Exercise directions:
Which of the lines in the data below contain the string "Avenue"? Copy each of them.
^^^^
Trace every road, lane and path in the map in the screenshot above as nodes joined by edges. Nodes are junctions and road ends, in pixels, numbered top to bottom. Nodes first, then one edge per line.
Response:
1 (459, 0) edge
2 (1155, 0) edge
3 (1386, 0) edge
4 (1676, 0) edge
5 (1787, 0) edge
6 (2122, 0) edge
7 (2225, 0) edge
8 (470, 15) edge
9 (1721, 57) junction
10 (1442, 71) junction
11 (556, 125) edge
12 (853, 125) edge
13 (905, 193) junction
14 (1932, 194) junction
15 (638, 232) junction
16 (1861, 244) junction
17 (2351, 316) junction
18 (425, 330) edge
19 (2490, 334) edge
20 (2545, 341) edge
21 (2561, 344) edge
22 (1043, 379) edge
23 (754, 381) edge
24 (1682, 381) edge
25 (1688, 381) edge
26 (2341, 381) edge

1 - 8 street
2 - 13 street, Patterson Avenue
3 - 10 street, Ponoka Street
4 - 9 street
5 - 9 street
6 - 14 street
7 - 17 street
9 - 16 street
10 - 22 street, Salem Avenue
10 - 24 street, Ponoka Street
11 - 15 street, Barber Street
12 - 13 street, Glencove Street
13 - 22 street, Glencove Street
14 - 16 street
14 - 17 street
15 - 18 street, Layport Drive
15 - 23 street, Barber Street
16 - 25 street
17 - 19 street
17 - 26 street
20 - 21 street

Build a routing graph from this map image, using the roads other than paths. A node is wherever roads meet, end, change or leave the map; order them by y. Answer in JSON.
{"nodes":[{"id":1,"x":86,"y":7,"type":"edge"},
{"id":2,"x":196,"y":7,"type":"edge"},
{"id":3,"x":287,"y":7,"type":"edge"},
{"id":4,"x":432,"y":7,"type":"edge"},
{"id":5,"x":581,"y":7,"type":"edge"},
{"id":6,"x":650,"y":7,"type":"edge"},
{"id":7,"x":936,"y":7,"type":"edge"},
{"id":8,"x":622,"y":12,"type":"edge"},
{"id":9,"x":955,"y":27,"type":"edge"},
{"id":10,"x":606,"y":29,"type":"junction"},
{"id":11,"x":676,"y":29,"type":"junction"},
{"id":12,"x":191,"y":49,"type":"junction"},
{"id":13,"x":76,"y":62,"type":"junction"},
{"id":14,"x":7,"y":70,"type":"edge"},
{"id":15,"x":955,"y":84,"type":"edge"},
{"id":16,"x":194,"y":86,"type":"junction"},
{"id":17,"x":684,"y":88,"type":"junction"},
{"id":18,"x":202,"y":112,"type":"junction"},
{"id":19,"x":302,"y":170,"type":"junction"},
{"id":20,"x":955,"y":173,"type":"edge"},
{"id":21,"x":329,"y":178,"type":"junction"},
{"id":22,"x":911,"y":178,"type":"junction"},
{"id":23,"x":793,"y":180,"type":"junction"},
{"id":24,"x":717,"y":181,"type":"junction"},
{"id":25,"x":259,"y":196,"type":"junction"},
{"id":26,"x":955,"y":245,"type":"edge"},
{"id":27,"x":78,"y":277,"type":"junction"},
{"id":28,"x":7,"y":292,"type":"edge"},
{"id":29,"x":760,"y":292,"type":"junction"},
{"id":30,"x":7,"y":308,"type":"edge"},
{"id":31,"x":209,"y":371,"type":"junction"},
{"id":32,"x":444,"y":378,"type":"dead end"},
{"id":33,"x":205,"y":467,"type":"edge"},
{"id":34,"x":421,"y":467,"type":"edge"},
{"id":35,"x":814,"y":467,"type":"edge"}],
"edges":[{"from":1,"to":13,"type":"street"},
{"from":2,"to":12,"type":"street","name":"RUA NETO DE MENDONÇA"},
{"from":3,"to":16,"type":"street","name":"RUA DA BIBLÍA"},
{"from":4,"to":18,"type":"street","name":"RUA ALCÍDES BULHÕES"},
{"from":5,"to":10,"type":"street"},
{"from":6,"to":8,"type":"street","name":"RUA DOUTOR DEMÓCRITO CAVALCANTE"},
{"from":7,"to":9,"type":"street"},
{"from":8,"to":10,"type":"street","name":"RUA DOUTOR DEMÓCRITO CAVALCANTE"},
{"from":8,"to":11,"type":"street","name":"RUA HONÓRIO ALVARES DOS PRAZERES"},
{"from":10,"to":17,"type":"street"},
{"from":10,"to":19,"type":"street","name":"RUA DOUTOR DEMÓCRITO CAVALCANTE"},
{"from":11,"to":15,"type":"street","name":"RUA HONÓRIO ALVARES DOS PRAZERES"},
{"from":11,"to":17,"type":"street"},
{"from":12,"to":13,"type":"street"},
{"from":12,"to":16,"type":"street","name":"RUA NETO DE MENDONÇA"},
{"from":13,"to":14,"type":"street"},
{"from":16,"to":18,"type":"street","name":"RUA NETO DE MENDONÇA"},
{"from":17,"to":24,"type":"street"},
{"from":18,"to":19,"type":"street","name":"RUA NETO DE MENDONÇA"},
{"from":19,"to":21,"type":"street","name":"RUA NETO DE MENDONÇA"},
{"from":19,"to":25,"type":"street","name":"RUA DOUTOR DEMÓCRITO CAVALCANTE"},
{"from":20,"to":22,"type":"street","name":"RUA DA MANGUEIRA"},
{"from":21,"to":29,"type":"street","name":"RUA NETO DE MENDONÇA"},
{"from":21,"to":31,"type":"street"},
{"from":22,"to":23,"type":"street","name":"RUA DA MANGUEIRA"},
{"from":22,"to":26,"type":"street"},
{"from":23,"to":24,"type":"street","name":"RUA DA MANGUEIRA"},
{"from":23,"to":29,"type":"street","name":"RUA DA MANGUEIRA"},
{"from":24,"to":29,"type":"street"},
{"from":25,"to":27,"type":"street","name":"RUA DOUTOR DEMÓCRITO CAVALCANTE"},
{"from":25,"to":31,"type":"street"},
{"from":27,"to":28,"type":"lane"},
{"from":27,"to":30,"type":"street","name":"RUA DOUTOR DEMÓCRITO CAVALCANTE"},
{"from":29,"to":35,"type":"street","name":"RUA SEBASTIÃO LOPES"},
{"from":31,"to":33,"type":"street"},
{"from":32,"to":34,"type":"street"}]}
^^^^
Response below:
2 - 13 street, Patterson Avenue
10 - 22 street, Salem Avenue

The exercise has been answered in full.